Hi there,

I'm currently evaluating Apache Beam as stream processing engine for my
current project and hope you can help me out with some architectural
questions.
Let me fist describe what I'm willing to do:

I have lots of IoT sensor data coming in from an Azure EventHub. For
each message, I can uniquele identify the device it came from. For most
of the devices, I have a processing "job-description" which always has a
format like this: "If the event timestamp from that device is in
[2017-01-01; 2017-12-31], slide that interval into 60 minute "buckets"
and do an average aggregation on each bucket. When?
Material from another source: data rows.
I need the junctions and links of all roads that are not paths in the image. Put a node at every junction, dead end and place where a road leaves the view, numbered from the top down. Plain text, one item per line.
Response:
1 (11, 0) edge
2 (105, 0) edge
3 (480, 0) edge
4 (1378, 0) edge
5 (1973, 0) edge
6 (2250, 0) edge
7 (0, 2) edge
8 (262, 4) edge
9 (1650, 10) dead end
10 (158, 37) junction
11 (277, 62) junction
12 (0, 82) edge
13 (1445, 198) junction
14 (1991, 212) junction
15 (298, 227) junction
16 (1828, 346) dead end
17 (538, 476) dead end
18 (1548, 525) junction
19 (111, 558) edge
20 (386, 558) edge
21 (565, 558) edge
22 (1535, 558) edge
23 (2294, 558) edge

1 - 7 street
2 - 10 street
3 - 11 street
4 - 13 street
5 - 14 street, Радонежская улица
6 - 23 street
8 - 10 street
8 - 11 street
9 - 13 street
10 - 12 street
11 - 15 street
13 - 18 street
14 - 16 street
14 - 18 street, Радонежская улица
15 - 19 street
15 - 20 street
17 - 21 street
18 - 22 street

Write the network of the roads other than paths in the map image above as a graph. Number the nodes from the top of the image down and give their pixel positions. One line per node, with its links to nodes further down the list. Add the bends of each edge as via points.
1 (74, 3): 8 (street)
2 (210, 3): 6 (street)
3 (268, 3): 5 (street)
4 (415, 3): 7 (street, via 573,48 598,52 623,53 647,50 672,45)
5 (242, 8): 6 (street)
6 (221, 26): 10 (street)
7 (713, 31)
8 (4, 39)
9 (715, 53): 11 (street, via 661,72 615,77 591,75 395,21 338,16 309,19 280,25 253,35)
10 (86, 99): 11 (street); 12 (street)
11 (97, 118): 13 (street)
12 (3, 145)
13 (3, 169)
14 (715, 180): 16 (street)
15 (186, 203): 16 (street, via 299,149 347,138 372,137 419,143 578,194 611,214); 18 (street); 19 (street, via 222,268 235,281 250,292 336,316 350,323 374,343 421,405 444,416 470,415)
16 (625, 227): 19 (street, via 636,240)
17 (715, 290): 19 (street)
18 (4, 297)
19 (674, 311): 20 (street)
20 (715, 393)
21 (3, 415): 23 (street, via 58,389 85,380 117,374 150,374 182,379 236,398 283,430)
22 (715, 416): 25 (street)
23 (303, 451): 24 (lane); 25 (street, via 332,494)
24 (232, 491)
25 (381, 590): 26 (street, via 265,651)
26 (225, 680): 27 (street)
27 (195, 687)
At the end of the
current bucket-window in processing time as well as for each
(indefinetly) late arrival write the aggregation result out to my time
series database". Note that due to my time series database, I don't need
to have a state storage for very late arrivals but I am able to just do
the (possibly expensive) late-arrival-re-aggregation out of a query to
the time series database. Thus, I think of using Beam as kind of
"trigger-only" mode for very late arrivals in order to don't keep too
much state and use the state only for a watermark of a few windows
(where 99,999% of the event data will falls into)
My problem here is that not only the interval can change for each job
definition, but also the aggregation period may change arbitrarily. I
can have device-jobs with 13 min aggregation windows, with 17 min
aggregations and basically with any user set aggregation period.

My questions are the following:
1. Am I right that I should define one large job which takes in all
events from the EventHub, groups by my device key and do a processing
job for each device?
2. Am I capable of defining flexible window sizes per "device-task"?
Currently, this looks not possible to me as the window size seems to be
static in a job definiton?!
2.a) If not possible, am I able to workaround this issue, e.g. by
defining a unique job per different aggregation period? Will I face
major performance issues with that?
3. What would be the best practice to store / query my low frequently
changing "device job definition"? I can have millions of jobs, but only
a very few of them will change each day.  I plan to store those
definitions into a SQL database. Should I make changes of them directly
accessible to the pipeline via Side-Input? Or should I put them in sort
of a Cache like Redis?

I am looking forward to hearing from you.